[Stored data entries]
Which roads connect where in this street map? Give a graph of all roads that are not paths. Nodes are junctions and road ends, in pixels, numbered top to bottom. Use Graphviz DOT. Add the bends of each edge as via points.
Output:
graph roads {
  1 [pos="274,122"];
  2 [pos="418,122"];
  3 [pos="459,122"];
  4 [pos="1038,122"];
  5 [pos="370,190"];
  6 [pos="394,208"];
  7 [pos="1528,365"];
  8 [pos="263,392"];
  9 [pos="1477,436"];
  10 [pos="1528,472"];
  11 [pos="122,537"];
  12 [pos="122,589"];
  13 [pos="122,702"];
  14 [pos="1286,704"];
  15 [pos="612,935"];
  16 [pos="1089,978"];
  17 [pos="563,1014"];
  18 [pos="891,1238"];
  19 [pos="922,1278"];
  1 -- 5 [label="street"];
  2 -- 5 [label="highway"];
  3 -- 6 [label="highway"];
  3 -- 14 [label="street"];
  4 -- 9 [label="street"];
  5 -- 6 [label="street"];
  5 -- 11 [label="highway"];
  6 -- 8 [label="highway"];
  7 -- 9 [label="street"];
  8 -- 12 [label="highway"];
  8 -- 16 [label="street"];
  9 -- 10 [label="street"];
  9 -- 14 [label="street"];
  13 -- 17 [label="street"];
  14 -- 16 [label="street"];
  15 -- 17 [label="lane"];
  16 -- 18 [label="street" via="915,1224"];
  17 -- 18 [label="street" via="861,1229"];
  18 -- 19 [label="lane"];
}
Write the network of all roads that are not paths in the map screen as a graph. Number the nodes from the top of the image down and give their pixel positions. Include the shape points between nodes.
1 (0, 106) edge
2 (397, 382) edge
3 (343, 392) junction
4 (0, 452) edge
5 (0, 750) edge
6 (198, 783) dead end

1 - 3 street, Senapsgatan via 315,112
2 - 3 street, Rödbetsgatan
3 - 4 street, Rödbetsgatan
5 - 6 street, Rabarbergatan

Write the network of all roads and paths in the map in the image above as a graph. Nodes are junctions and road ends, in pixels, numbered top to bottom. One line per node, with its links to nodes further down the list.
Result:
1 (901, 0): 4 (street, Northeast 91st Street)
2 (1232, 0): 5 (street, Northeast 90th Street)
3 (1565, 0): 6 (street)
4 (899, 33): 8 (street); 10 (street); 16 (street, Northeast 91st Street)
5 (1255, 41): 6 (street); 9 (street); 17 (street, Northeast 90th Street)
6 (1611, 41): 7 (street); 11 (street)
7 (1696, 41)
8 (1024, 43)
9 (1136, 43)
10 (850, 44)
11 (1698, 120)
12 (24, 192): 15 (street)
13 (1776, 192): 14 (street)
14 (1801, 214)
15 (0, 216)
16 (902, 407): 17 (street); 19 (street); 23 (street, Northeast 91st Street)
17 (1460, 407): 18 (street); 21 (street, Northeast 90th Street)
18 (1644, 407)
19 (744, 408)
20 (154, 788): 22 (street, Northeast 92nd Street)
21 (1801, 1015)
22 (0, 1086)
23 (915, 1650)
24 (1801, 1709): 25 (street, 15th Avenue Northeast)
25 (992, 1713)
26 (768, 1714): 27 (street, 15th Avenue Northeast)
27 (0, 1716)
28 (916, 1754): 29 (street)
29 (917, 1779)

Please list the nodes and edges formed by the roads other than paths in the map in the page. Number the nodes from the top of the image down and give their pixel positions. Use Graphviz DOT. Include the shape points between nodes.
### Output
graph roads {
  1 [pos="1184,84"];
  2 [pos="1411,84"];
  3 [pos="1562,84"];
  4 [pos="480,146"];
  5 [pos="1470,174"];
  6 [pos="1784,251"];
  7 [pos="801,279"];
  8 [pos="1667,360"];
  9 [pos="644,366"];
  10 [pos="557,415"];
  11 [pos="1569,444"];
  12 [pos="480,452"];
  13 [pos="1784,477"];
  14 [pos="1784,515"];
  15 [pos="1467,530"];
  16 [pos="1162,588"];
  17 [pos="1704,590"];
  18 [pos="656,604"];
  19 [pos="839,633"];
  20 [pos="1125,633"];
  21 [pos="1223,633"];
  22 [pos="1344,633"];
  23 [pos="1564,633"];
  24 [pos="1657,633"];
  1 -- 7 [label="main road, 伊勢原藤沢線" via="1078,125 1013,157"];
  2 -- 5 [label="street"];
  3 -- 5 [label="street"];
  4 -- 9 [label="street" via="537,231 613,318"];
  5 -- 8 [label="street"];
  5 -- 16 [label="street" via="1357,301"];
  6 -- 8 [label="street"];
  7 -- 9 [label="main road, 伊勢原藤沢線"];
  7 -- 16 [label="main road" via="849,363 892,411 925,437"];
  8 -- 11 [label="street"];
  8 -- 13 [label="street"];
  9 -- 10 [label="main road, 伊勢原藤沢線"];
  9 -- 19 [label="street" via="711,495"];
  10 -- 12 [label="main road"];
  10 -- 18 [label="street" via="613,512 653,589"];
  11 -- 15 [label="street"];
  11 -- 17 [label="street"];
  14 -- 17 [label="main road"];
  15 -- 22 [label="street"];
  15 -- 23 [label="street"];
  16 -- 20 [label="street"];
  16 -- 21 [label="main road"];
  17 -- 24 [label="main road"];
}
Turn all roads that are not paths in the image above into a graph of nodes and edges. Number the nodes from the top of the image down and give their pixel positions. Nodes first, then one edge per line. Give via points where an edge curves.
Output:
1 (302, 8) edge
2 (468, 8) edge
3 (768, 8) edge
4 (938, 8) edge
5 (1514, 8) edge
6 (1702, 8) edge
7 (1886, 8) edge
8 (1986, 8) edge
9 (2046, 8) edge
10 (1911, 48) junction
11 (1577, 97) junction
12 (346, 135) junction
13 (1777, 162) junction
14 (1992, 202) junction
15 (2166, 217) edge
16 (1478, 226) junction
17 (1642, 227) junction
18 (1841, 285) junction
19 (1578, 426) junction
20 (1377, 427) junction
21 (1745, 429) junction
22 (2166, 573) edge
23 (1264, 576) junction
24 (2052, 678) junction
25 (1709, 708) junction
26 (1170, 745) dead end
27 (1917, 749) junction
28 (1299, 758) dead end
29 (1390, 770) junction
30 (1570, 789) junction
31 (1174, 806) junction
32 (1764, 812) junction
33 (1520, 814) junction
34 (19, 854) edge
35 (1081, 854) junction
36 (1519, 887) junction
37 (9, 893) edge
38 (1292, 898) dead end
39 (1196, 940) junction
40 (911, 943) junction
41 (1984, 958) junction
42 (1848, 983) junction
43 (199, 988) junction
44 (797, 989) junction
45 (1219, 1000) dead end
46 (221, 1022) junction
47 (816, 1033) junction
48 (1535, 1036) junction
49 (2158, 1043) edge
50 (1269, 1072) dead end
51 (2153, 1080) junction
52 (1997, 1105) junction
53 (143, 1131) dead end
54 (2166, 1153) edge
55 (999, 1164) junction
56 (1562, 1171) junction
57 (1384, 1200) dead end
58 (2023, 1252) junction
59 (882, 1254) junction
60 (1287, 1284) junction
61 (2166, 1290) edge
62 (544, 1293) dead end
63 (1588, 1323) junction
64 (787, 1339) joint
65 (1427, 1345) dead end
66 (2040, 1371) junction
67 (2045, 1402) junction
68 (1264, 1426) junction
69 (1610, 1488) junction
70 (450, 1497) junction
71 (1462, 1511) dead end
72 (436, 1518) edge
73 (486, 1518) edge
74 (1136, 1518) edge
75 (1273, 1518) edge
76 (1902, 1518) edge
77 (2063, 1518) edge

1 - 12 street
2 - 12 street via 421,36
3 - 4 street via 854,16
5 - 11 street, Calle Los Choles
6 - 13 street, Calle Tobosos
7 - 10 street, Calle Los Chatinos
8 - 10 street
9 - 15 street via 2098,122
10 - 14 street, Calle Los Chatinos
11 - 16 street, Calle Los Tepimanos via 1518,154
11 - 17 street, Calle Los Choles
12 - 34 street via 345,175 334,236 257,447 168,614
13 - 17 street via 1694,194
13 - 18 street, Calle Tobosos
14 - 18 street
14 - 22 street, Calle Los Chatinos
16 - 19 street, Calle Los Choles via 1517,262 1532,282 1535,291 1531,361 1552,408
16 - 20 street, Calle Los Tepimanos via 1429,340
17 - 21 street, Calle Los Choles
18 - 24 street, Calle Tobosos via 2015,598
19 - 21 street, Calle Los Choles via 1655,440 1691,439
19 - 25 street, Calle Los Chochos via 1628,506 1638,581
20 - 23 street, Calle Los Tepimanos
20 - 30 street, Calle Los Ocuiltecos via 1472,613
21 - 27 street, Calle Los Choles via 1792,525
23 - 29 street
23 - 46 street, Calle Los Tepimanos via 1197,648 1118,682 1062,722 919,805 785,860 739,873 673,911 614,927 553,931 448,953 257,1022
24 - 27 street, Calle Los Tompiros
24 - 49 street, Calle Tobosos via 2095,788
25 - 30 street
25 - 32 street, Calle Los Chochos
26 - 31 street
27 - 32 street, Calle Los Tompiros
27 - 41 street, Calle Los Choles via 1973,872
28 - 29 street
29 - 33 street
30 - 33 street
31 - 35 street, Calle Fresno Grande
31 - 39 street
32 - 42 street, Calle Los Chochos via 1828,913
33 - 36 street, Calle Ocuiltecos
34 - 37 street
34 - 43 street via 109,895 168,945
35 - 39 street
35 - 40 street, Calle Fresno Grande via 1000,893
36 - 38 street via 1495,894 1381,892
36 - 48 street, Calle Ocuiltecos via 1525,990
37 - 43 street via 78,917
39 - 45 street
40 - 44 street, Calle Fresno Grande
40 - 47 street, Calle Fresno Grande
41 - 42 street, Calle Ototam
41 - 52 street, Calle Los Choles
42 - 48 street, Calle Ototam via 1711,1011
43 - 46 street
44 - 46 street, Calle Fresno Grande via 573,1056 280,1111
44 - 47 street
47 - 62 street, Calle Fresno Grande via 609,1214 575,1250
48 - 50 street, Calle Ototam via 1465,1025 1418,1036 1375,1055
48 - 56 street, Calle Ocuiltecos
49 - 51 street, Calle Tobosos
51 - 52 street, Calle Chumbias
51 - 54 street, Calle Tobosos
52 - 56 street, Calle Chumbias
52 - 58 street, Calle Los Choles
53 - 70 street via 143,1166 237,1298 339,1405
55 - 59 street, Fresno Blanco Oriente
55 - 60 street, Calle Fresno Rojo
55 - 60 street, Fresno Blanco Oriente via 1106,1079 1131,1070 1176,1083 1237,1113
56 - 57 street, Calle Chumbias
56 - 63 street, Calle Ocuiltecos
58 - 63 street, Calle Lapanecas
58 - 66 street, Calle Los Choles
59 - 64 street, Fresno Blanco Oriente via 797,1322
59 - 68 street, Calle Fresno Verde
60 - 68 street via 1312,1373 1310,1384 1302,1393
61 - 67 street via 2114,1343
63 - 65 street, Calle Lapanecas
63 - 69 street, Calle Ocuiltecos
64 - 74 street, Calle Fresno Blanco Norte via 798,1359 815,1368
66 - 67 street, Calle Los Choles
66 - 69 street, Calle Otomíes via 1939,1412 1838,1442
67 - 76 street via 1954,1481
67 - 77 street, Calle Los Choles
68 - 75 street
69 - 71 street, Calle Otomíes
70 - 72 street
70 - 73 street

Work to be completed: Please report the number of lines in the data that include the word "Avenue", and add no other text.

Answer for this exercise: 2